O argumento de que mais armas nas ruas trazem mais segurança precisa ser enfrentado com seriedade. Há décadas o Rio está entre as cidades mais policiadas do país e, ainda assim, a criminalidade só se sofisticou. A milícia nasceu de policiais, cresceu com policiais, domina bairros inteiros e dita regras para a população que deveria proteger. O tráfico já não se limita a favelas e comunidades isoladas, mas impõe sua presença em áreas que antes eram redutos da classe média. Em meio a esse cenário, criar uma nova força armada sem um plano realista para lidar com as dinâmicas do crime organizado soa ingênuo ou, pior, oportunista.

O Rio de Janeiro não precisa de uma força municipal armada. Precisa de uma política de segurança pública que vá além da lógica da guerra. Desde a redemocratização, a resposta oficial à criminalidade no Rio tem sido a militarização crescente da cidade. Cada nova gestão promete um choque de ordem, um endurecimento das leis e um aumento do efetivo. O resultado nunca vem. O crime não diminui. A desigualdade cresce.

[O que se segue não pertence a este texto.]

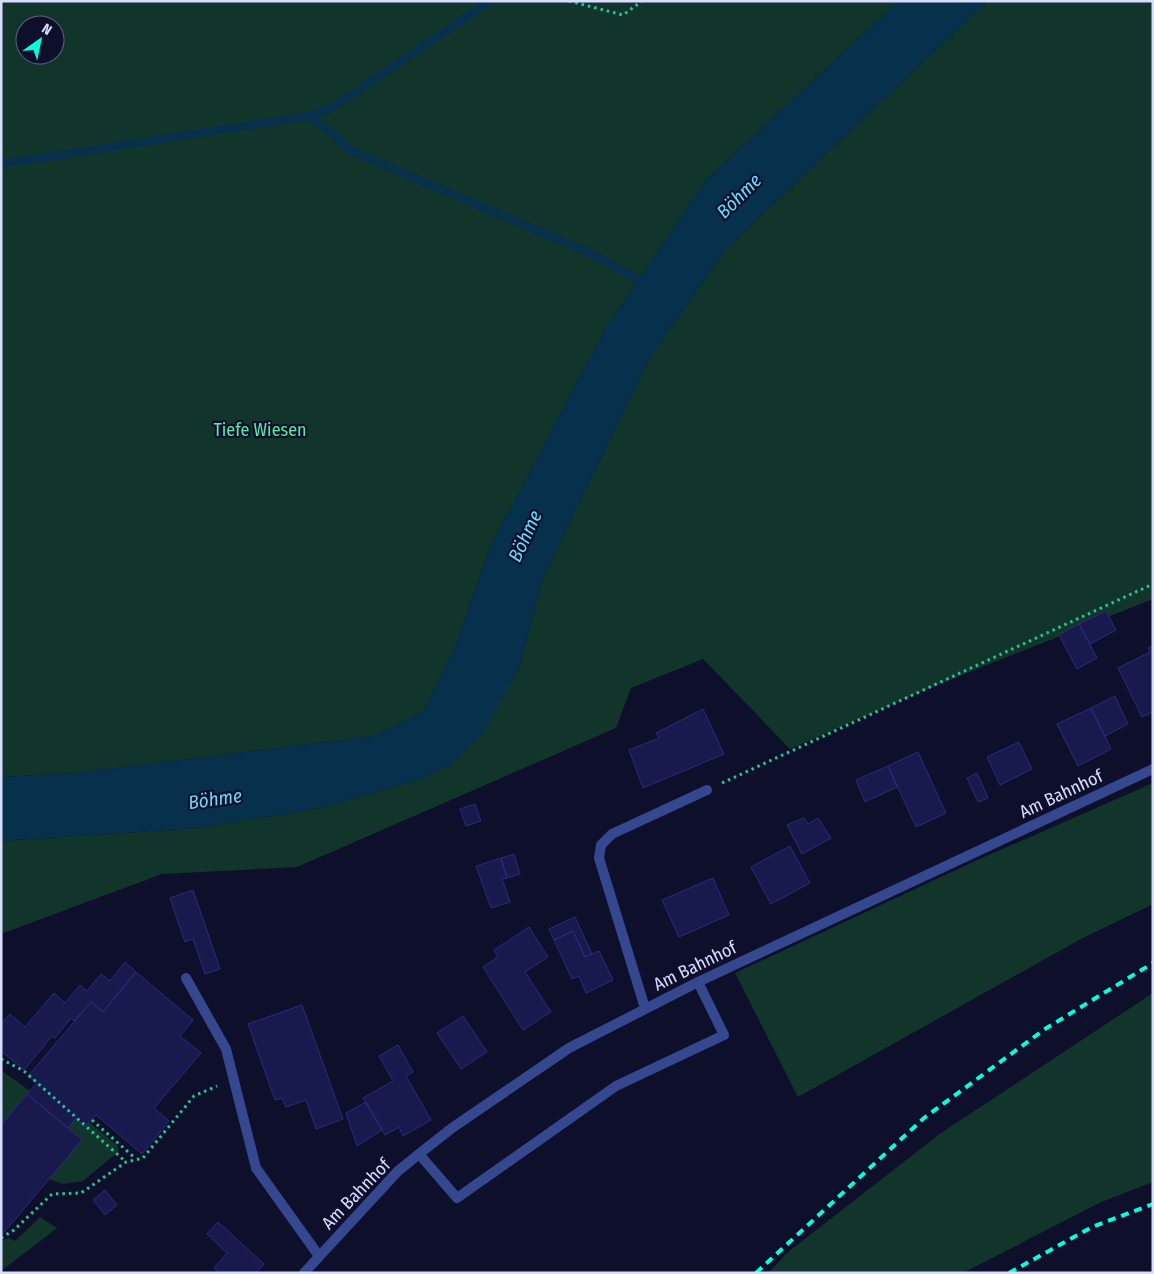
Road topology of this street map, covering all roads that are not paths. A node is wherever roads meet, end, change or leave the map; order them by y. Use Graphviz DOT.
graph roads {
  1 [pos="1153,769"];
  2 [pos="707,790"];
  3 [pos="186,978"];
  4 [pos="698,982"];
  5 [pos="646,1008"];
  6 [pos="419,1154"];
  7 [pos="319,1256"];
  8 [pos="304,1273"];
  1 -- 4 [label="street, Am Bahnhof"];
  2 -- 5 [label="street"];
  3 -- 7 [label="street"];
  4 -- 5 [label="street, Am Bahnhof"];
  4 -- 6 [label="street"];
  5 -- 6 [label="street, Am Bahnhof"];
  6 -- 7 [label="street, Am Bahnhof"];
  7 -- 8 [label="street, Am Bahnhof"];
}
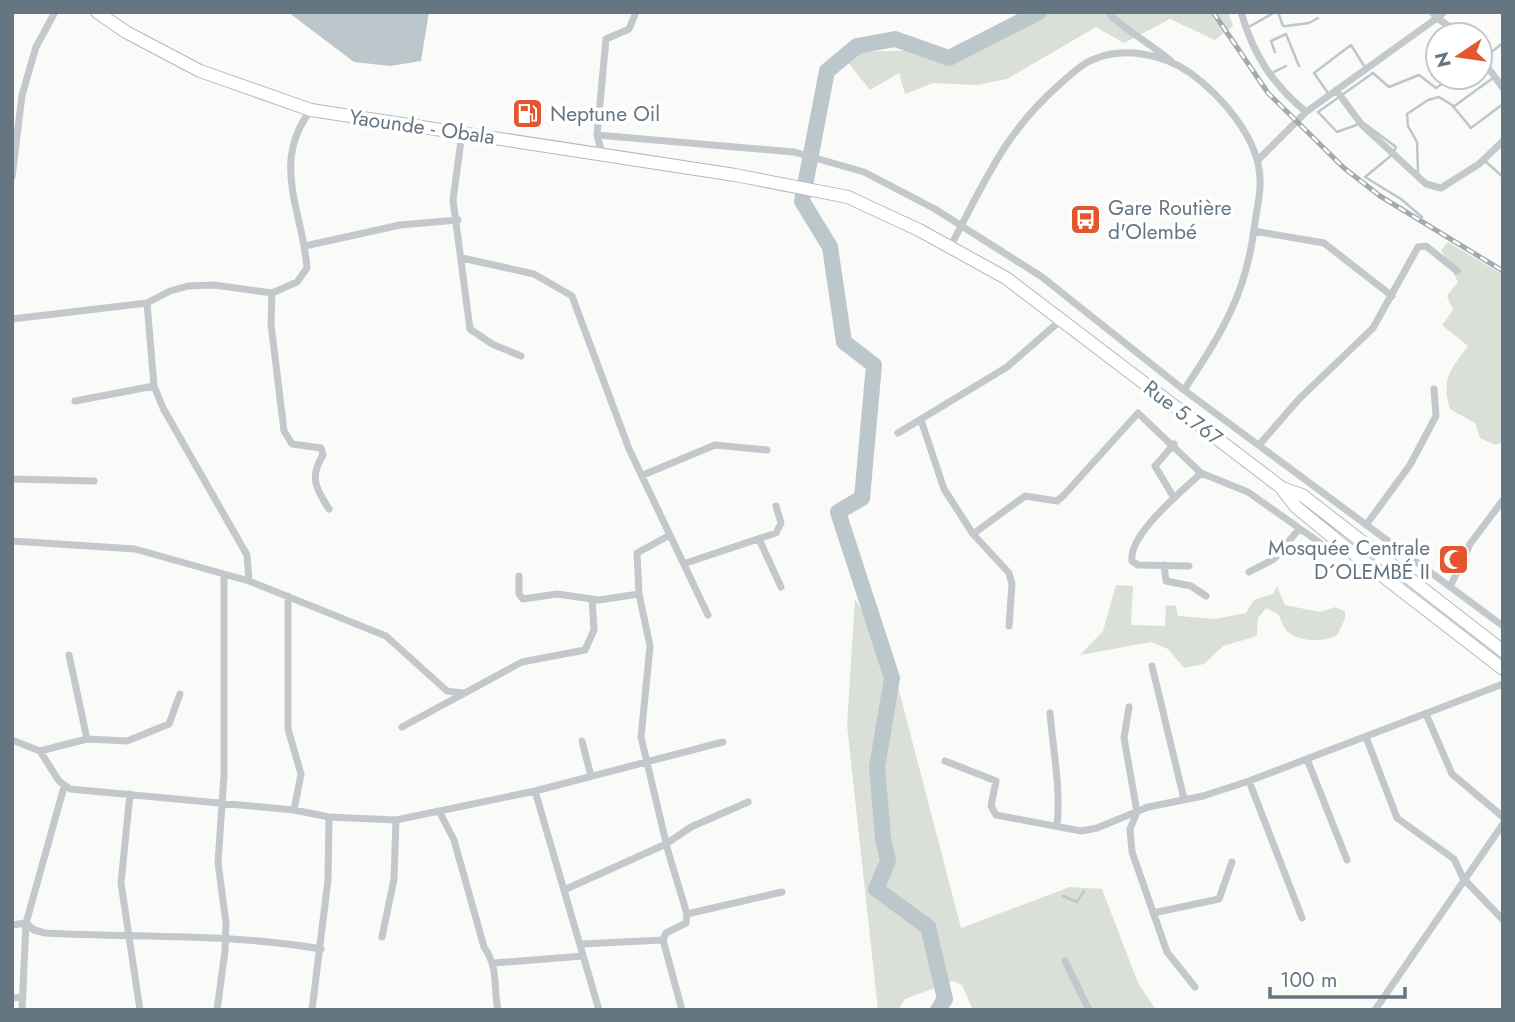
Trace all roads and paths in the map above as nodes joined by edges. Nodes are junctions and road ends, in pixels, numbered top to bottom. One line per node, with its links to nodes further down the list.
1 (55, 12): 11 (street)
2 (97, 12): 12 (highway, Yaounde - Obala)
3 (636, 12): 15 (street)
4 (1109, 12): 8 (street)
5 (1241, 12): 13 (street)
6 (1444, 12): 7 (street)
7 (1435, 15): 9 (street)
8 (1173, 62): 18 (street); 22 (street)
9 (1335, 90): 13 (street); 16 (street)
10 (12, 93): 11 (street)
11 (22, 95): 19 (street)
12 (311, 110): 14 (highway, Yaounde - Obala); 24 (street)
13 (1306, 113): 18 (street)
14 (462, 133): 17 (highway, Yaounde - Obala); 21 (street)
15 (597, 135): 17 (street); 22 (street)
16 (1503, 141)
17 (602, 153): 20 (highway, Yaounde - Obala)
18 (1258, 160): 23 (street)
19 (12, 177)
20 (848, 197): 25 (highway, Rue 5.767)
21 (458, 220): 24 (street); 26 (street)
22 (962, 225): 25 (street); 36 (street)
23 (1254, 231): 29 (street); 36 (street)
24 (305, 246): 28 (street)
25 (950, 247): 32 (highway, Rue 5.767)
26 (462, 258): 33 (street); 44 (street)
27 (1457, 271): 29 (street)
28 (272, 293): 30 (street); 51 (street)
29 (1392, 296): 41 (street)
30 (147, 303): 31 (street); 34 (street)
31 (12, 320)
32 (1061, 320): 38 (street); 47 (highway, Rue 5.767)
33 (521, 356)
34 (154, 386): 37 (street); 65 (street)
35 (1434, 389): 52 (street)
36 (1184, 390): 41 (street)
37 (75, 401)
38 (921, 420): 39 (street); 54 (street)
39 (898, 433)
40 (1174, 444): 43 (street); 48 (street); 54 (street)
41 (1259, 445): 52 (street)
42 (766, 450): 44 (street)
43 (1202, 473): 48 (street); 53 (street)
44 (643, 475): 55 (street)
45 (12, 479): 46 (street)
46 (94, 481)
47 (1282, 488): 58 (highway); 75 (highway, Rue 5.767)
48 (1174, 498): 60 (street)
49 (1503, 500): 67 (street)
50 (776, 506): 56 (street)
51 (329, 509)
52 (1366, 526): 67 (street)
53 (1299, 529): 58 (street); 62 (street)
54 (973, 534): 73 (street)
55 (670, 535): 59 (street); 68 (street)
56 (759, 539): 59 (street); 66 (street)
57 (12, 541): 63 (street)
58 (1340, 543): 75 (highway)
59 (686, 563): 72 (street)
60 (1164, 565): 61 (street); 70 (street)
61 (1189, 566)
62 (1249, 572)
63 (224, 576): 65 (street); 103 (street)
64 (519, 576): 71 (street)
65 (249, 581): 69 (street)
66 (781, 587)
67 (1450, 587): 74 (street)
68 (639, 594): 71 (street); 94 (street)
69 (288, 596): 81 (street); 104 (street)
70 (1206, 596)
71 (592, 599): 81 (street)
72 (708, 615)
73 (1009, 626)
74 (1503, 626): 75 (street)
75 (1485, 646): 76 (highway, Rue 5.767); 79 (highway)
76 (1503, 651)
77 (69, 655): 88 (street)
78 (1152, 666): 101 (street)
79 (1503, 669)
80 (1503, 684): 85 (street)
81 (462, 693): 86 (street)
82 (180, 694): 88 (street)
83 (1129, 706): 105 (street)
84 (1050, 713): 111 (street)
85 (1426, 714): 87 (street); 108 (street)
86 (401, 727)
87 (1366, 737): 93 (street); 115 (street)
88 (87, 739): 92 (street)
89 (12, 740): 92 (street)
90 (582, 741): 96 (street)
91 (723, 742): 94 (street)
92 (40, 751): 98 (street)
93 (1307, 759): 97 (street); 113 (street)
94 (647, 761): 96 (street); 112 (street)
95 (945, 761): 111 (street)
96 (591, 776): 99 (street)
97 (1250, 781): 101 (street); 120 (street)
98 (64, 787): 100 (street); 122 (street)
99 (535, 791): 106 (street); 116 (street)
100 (130, 794): 103 (street); 125 (street)
101 (1184, 799): 105 (street)
102 (748, 802): 112 (street)
103 (221, 806): 104 (street); 124 (street)
104 (294, 810): 107 (street)
105 (1137, 812): 111 (street); 118 (street)
106 (440, 813): 109 (street); 132 (street)
107 (328, 817): 109 (street); 129 (street)
108 (1503, 817)
109 (396, 820): 126 (street)
110 (1503, 824): 115 (street)
111 (1057, 825)
112 (666, 844): 116 (street); 119 (street)
113 (1347, 860)
114 (1232, 862): 118 (street)
115 (1463, 878): 121 (street); 144 (street)
116 (564, 890): 128 (street)
117 (782, 892): 119 (street)
118 (1153, 913): 133 (street)
119 (687, 914): 127 (street)
120 (1301, 918)
121 (1503, 920)
122 (26, 923): 123 (street); 125 (street); 134 (street)
123 (12, 925)
124 (225, 936): 125 (street); 129 (street); 138 (street)
125 (127, 937): 137 (street)
126 (382, 937)
127 (666, 942): 128 (street); 142 (street)
128 (582, 944): 130 (street)
129 (321, 949): 139 (street)
130 (583, 957): 132 (street); 141 (street)
131 (1065, 961): 143 (street)
132 (494, 963): 140 (street)
133 (1195, 987)
134 (23, 997): 135 (street); 136 (street)
135 (12, 998)
136 (22, 1010)
137 (140, 1010)
138 (217, 1010)
139 (312, 1010)
140 (498, 1010)
141 (599, 1010)
142 (682, 1010)
143 (1089, 1010)
144 (1375, 1010)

As cidades que conseguiram reduzir seus índices de violência seguiram outro caminho. Bogotá e Medellín, na Colômbia, investiram em urbanização, educação e geração de empregos. Lisboa e Nova York transformaram suas forças policiais com inteligência e tecnologia, substituindo o enfrentamento direto por uma lógica de prevenção e eficiência. A polícia, em todas essas experiências, foi reformada, não expandida. Melhor treinada, não multiplicada.

Se há algo que o Rio de Janeiro precisa, não é de mais farda nem de mais armas, mas de inteligência e estratégia. Os países que conseguiram reduzir a violência investiram em tecnologia, integração entre forças de segurança e, principalmente, em políticas sociais que atacam o crime na raiz. Mais do que um novo batalhão, o Rio precisa de um plano que recupere sua capacidade de viver sem medo. A insegurança não será resolvida com mais muros, mais câmeras, mais soldados. Será resolvida quando a cidade voltar a pertencer a quem nela vive.

O Rio de Janeiro ainda pode ser maravilhoso, mas não será pela força. Será pela justiça.